I am given three functions and an interval which I have to prove linear independence.
$$\begin{align}f_1(x)&=x \\ f_2(x)&=x^2 \\ f_3(x)&=4x-3x^2\end{align}$$
This is when I ask you to bear with me, because this is a new type of math problem I am solving. So starting off I recognize that I have to get a $3\times 3$ determinant, so I will be going up to the second derivative. Another thing I realize is that I have to set $\det(3 \times 3 \ \text{matrix})=0$ If I know its $\ne 0 \therefore$ I can say its linearly independent
My Work
I began my work as follows: $W=\begin{bmatrix}x & x^2 & 4x-3x^2 \\ 1 & 2x & 4-6x \\ \bbox[red]{0} & 2 & -6\end{bmatrix}$
From there I proceeded to get the $\det(W)$, here is where the problem arose I wanted to make use of that zero in red. So my setup went something like this: $\begin{align}\begin{bmatrix}2x & x^2 \\ 4-6x & 4x-3x^2\end{bmatrix}0-\begin{bmatrix}2 &x^2 \\-6 & 4x-3x^2\end{bmatrix}1\end{align}+\begin{bmatrix}2&2x\\-6&4-6x\end{bmatrix}x$
I know this is probably wrong but any help would be appreciated because I would like to make use of that 0, to zero out a $2\times 2\ \text{matrix}.$Is my determinant right?

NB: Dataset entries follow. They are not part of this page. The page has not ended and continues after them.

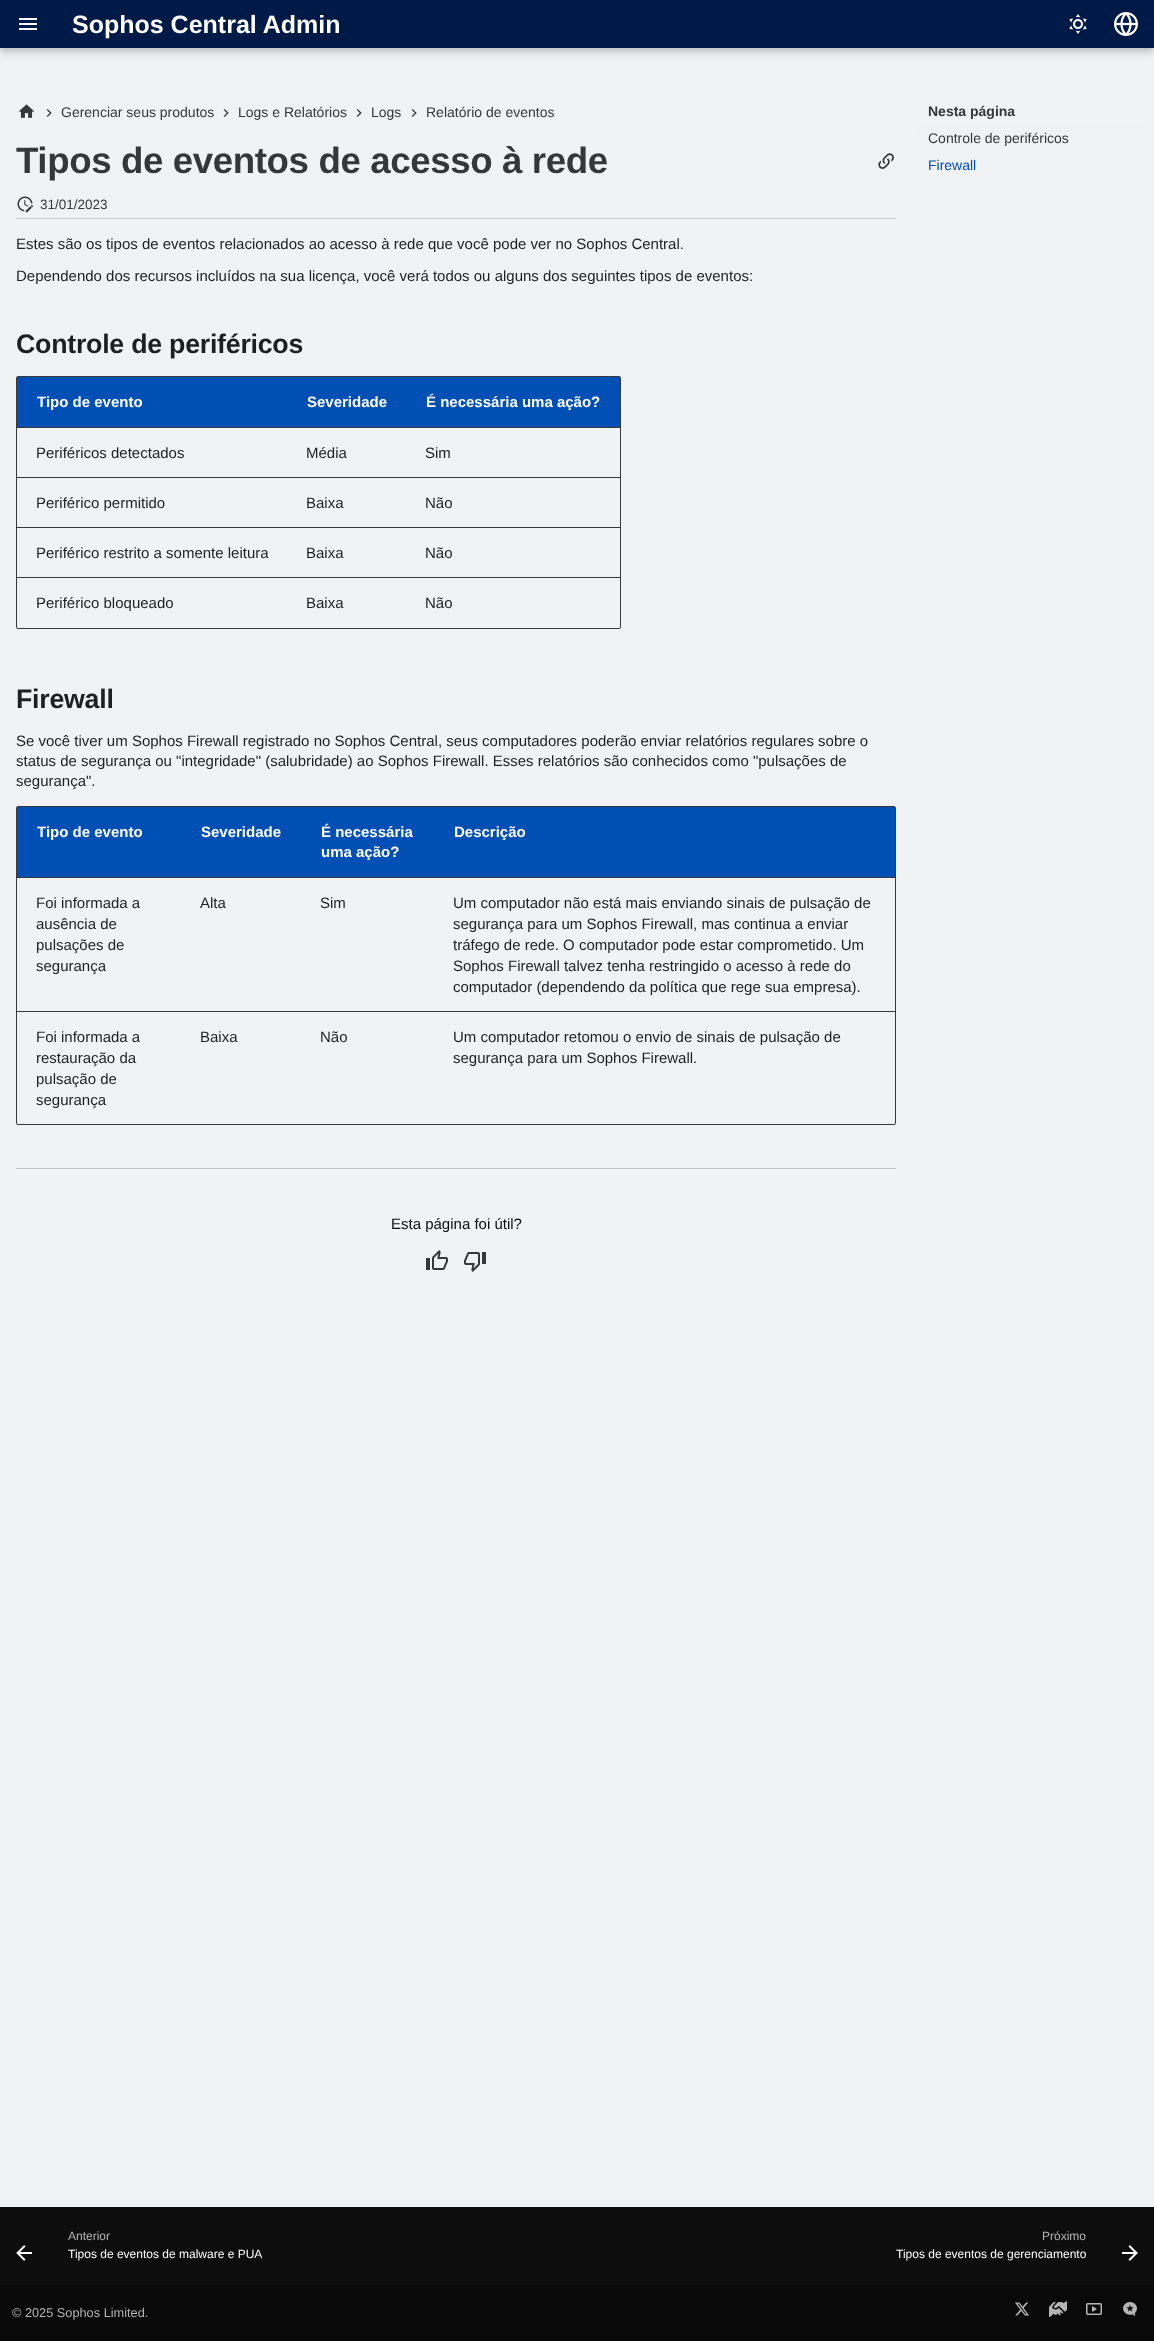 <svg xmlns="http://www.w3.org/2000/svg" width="1154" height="2341">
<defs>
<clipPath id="clip1"><rect x="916" y="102" width="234" height="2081"/></clipPath>
<clipPath id="clip2"><path d="M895 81h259v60h-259zm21 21h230v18h-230z" clip-rule="evenodd"/></clipPath>
</defs>
<rect width="100%" height="100%" fill="#f0f2f4"/>
<rect y="4" width="1154" height="48" fill="#00000033" filter="blur(4px)"/>
<rect width="1154" height="48" fill="#0000001a" filter="blur(2px)"/>
<rect width="1154" height="48" fill="#001a47"/>
<image x="19" y="18" width="18" height="12" href="media/1.png"/>
<text x="72" y="33" style="font-family:Liberation Sans;font-size:25px;font-weight:bold;fill:#fff">Sophos Central Admin</text>
<image x="1069" y="14" width="18" height="20" href="media/2.png"/>
<image x="1114" y="12" width="24" height="24" href="media/3.png"/>
<image x="18" y="104" width="17" height="14" href="media/4.png"/>
<image x="46" y="109" width="6" height="8" href="media/5.png"/>
<text x="61" y="117" style="font-family:Liberation Sans;font-size:14px;fill:#363738">Gerenciar seus produtos</text>
<image x="223" y="109" width="6" height="8" href="media/5.png"/>
<text x="238" y="117" style="font-family:Liberation Sans;font-size:14px;fill:#363738">Logs e Relatórios</text>
<image x="356" y="109" width="6" height="8" href="media/5.png"/>
<text x="371" y="117" style="font-family:Liberation Sans;font-size:14px;fill:#363738">Logs</text>
<image x="411" y="109" width="6" height="8" href="media/5.png"/>
<text x="426" y="117" style="font-family:Liberation Sans;font-size:14px;fill:#363738">Relatório de eventos</text>
<text x="16" y="173" style="font-family:Liberation Sans;font-size:36.7px;font-weight:bold;letter-spacing:-0.4px;fill:#363738">Tipos de eventos de acesso à rede</text>
<image x="878" y="153" width="16" height="16" href="media/6.png"/>
<rect x="16" y="218" width="880" height="1" fill="#c2c5ca"/>
<image x="17" y="196" width="17" height="17" href="media/7.png"/>
<text x="40" y="209" style="font-family:Liberation Sans;font-size:13.5px;fill:#363738">31/01/2023</text>
<text x="16" y="249" style="font-family:Liberation Sans;font-size:15px;fill:#1f1f20">Estes são os tipos de eventos relacionados ao acesso à rede que você pode ver no Sophos Central.</text>
<text x="16" y="281" style="font-family:Liberation Sans;font-size:15px;fill:#1f1f20">Dependendo dos recursos incluídos na sua licença, você verá todos ou alguns dos seguintes tipos de eventos:</text>
<text x="16" y="353" style="font-family:Liberation Sans;font-size:26.75px;font-weight:bold;letter-spacing:-0.25px;fill:#1f1f20">Controle de periféricos</text>
<rect x="16.5" y="376.5" width="604" height="252" rx="1.5" fill="none" stroke="#363738"/>
<rect x="17.5" y="377.5" width="269" height="49" fill="#004fb5" stroke="#004fb5"/>
<text x="37" y="407" style="font-family:Liberation Sans;font-size:15px;font-weight:bold;fill:#fff">Tipo de evento</text>
<rect x="287" y="377" width="120" height="50" fill="#004fb5"/>
<text x="307" y="407" style="font-family:Liberation Sans;font-size:15px;font-weight:bold;fill:#fff">Severidade</text>
<rect x="407.5" y="377.5" width="212" height="49" fill="#004fb5" stroke="#004fb5"/>
<text x="426" y="407" style="font-family:Liberation Sans;font-size:15px;font-weight:bold;fill:#fff">É necessária uma ação?</text>
<rect x="17" y="427" width="603" height="1" fill="#363738"/>
<text x="36" y="458" style="font-family:Liberation Sans;font-size:15px;fill:#1f1f20">Periféricos detectados</text>
<text x="306" y="458" style="font-family:Liberation Sans;font-size:15px;fill:#1f1f20">Média</text>
<text x="425" y="458" style="font-family:Liberation Sans;font-size:15px;fill:#1f1f20">Sim</text>
<rect x="17" y="477" width="603" height="1" fill="#363738"/>
<text x="36" y="508" style="font-family:Liberation Sans;font-size:15px;fill:#1f1f20">Periférico permitido</text>
<text x="306" y="508" style="font-family:Liberation Sans;font-size:15px;fill:#1f1f20">Baixa</text>
<text x="425" y="508" style="font-family:Liberation Sans;font-size:15px;fill:#1f1f20">Não</text>
<rect x="17" y="527" width="603" height="1" fill="#363738"/>
<text x="36" y="558" style="font-family:Liberation Sans;font-size:15px;fill:#1f1f20">Periférico restrito a somente leitura</text>
<text x="306" y="558" style="font-family:Liberation Sans;font-size:15px;fill:#1f1f20">Baixa</text>
<text x="425" y="558" style="font-family:Liberation Sans;font-size:15px;fill:#1f1f20">Não</text>
<rect x="17" y="577" width="603" height="1" fill="#363738"/>
<text x="36" y="608" style="font-family:Liberation Sans;font-size:15px;fill:#1f1f20">Periférico bloqueado</text>
<text x="306" y="608" style="font-family:Liberation Sans;font-size:15px;fill:#1f1f20">Baixa</text>
<text x="425" y="608" style="font-family:Liberation Sans;font-size:15px;fill:#1f1f20">Não</text>
<text x="16" y="708" style="font-family:Liberation Sans;font-size:26.75px;font-weight:bold;letter-spacing:-0.25px;fill:#1f1f20">Firewall</text>
<text x="16" y="746" style="font-family:Liberation Sans;font-size:15px;fill:#1f1f20">Se você tiver um Sophos Firewall registrado no Sophos Central, seus computadores poderão enviar relatórios regulares sobre o</text>
<text x="16" y="766" style="font-family:Liberation Sans;font-size:15px;fill:#1f1f20">status de segurança ou "integridade" (salubridade) ao Sophos Firewall. Esses relatórios são conhecidos como "pulsações de</text>
<text x="16" y="786" style="font-family:Liberation Sans;font-size:15px;fill:#1f1f20">segurança".</text>
<rect x="16.5" y="806.5" width="879" height="318" rx="1.5" fill="none" stroke="#363738"/>
<rect x="17.5" y="807.5" width="164" height="69" fill="#004fb5" stroke="#004fb5"/>
<text x="37" y="837" style="font-family:Liberation Sans;font-size:15px;font-weight:bold;fill:#fff">Tipo de evento</text>
<rect x="182" y="807" width="252" height="70" fill="#004fb5"/>
<text x="201" y="837" style="font-family:Liberation Sans;font-size:15px;font-weight:bold;fill:#fff">Severidade</text>
<text x="321" y="837" style="font-family:Liberation Sans;font-size:15px;font-weight:bold;fill:#fff">É necessária</text>
<text x="321" y="857" style="font-family:Liberation Sans;font-size:15px;font-weight:bold;fill:#fff">uma ação?</text>
<rect x="434.5" y="807.5" width="460" height="69" fill="#004fb5" stroke="#004fb5"/>
<text x="454" y="837" style="font-family:Liberation Sans;font-size:15px;font-weight:bold;fill:#fff">Descrição</text>
<rect x="17" y="877" width="878" height="1" fill="#363738"/>
<text x="36" y="908" style="font-family:Liberation Sans;font-size:15px;fill:#1f1f20">Foi informada a</text>
<text x="36" y="929" style="font-family:Liberation Sans;font-size:15px;fill:#1f1f20">ausência de</text>
<text x="36" y="950" style="font-family:Liberation Sans;font-size:15px;fill:#1f1f20">pulsações de</text>
<text x="36" y="971" style="font-family:Liberation Sans;font-size:15px;fill:#1f1f20">segurança</text>
<text x="200" y="908" style="font-family:Liberation Sans;font-size:15px;fill:#1f1f20">Alta</text>
<text x="320" y="908" style="font-family:Liberation Sans;font-size:15px;fill:#1f1f20">Sim</text>
<text x="453" y="908" style="font-family:Liberation Sans;font-size:15px;fill:#1f1f20">Um computador não está mais enviando sinais de pulsação de</text>
<text x="453" y="929" style="font-family:Liberation Sans;font-size:15px;fill:#1f1f20">segurança para um Sophos Firewall, mas continua a enviar</text>
<text x="453" y="950" style="font-family:Liberation Sans;font-size:15px;fill:#1f1f20">tráfego de rede. O computador pode estar comprometido. Um</text>
<text x="453" y="971" style="font-family:Liberation Sans;font-size:15px;fill:#1f1f20">Sophos Firewall talvez tenha restringido o acesso à rede do</text>
<text x="453" y="992" style="font-family:Liberation Sans;font-size:15px;fill:#1f1f20">computador (dependendo da política que rege sua empresa).</text>
<rect x="17" y="1011" width="878" height="1" fill="#363738"/>
<text x="36" y="1042" style="font-family:Liberation Sans;font-size:15px;fill:#1f1f20">Foi informada a</text>
<text x="36" y="1063" style="font-family:Liberation Sans;font-size:15px;fill:#1f1f20">restauração da</text>
<text x="36" y="1084" style="font-family:Liberation Sans;font-size:15px;fill:#1f1f20">pulsação de</text>
<text x="36" y="1105" style="font-family:Liberation Sans;font-size:15px;fill:#1f1f20">segurança</text>
<text x="200" y="1042" style="font-family:Liberation Sans;font-size:15px;fill:#1f1f20">Baixa</text>
<text x="320" y="1042" style="font-family:Liberation Sans;font-size:15px;fill:#1f1f20">Não</text>
<text x="453" y="1042" style="font-family:Liberation Sans;font-size:15px;fill:#1f1f20">Um computador retomou o envio de sinais de pulsação de</text>
<text x="453" y="1063" style="font-family:Liberation Sans;font-size:15px;fill:#1f1f20">segurança para um Sophos Firewall.</text>
<rect x="16" y="1168" width="880" height="1" fill="#c2c5ca"/>
<text x="391" y="1229" style="font-family:Liberation Sans;font-size:15px;fill:#0d0d0e">Esta página foi útil?</text>
<image x="426" y="1250" width="22" height="20" href="media/8.png"/>
<image x="464" y="1252" width="22" height="20" href="media/9.png"/>
<g clip-path="url(#clip1)">
<g clip-path="url(#clip2)">
<rect x="908" y="94" width="246" height="34" fill="#f0f2f4" filter="blur(4px)"/>
</g>
</g>
<text x="928" y="116" style="font-family:Liberation Sans;font-size:14px;font-weight:bold;fill:#363738">Nesta página</text>
<text x="928" y="143" style="font-family:Liberation Sans;font-size:14px;fill:#363738">Controle de periféricos</text>
<text x="928" y="170" style="font-family:Liberation Sans;font-size:14px;fill:#004fb5">Firewall</text>
<rect y="2207" width="1154" height="78" fill="#0d0d0e"/>
<image x="16" y="2245" width="16" height="16" href="media/10.png"/>
<text x="68" y="2240" style="font-family:Liberation Sans;font-size:12px;fill:#b5b5b6">Anterior</text>
<text x="68" y="2258" style="font-family:Liberation Sans;font-size:12px;fill:#fff">Tipos de eventos de malware e PUA</text>
<text x="1042" y="2240" style="font-family:Liberation Sans;font-size:12px;fill:#b5b5b6">Próximo</text>
<text x="896" y="2258" style="font-family:Liberation Sans;font-size:12px;fill:#fff">Tipos de eventos de gerenciamento</text>
<image x="1122" y="2245" width="16" height="16" href="media/11.png"/>
<rect y="2285" width="1154" height="56" fill="#09090a"/>
<text x="12" y="2317" style="font-family:Liberation Sans;font-size:12.75px;fill:#b5b5b6">© 2025 Sophos Limited.</text>
<image x="1015" y="2302" width="14" height="14" href="media/12.png"/>
<image x="1049" y="2301" width="18" height="16" href="media/13.png"/>
<image x="1086" y="2303" width="16" height="12" href="media/14.png"/>
<image x="1123" y="2302" width="14" height="14" href="media/15.png"/>
</svg>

The Wronskian is zero: $$W=\begin{vmatrix}x & x^2 & 4x-3x^2 \\ 1 & 2x & 4-6x \\ {0} & 2 & -6\end{vmatrix}=x\begin{vmatrix}1 & x & 4-3x\\ 1 & 2x & 4-6x \\ {0} & 2 & -6\end{vmatrix}$$
$$W=x\begin{vmatrix}0 & -x & 3x\\ 1 & 2x & 4-6x \\ {0} & 2 & -6\end{vmatrix}=-x\begin{vmatrix} -x & 3x\\ 2 & -6\end{vmatrix}$$ $$W=0$$ it's linearly dependant. Which is a bit obvious from the beginning...Since $4x-3x^2$ is a linear combination of $(x,x^2)$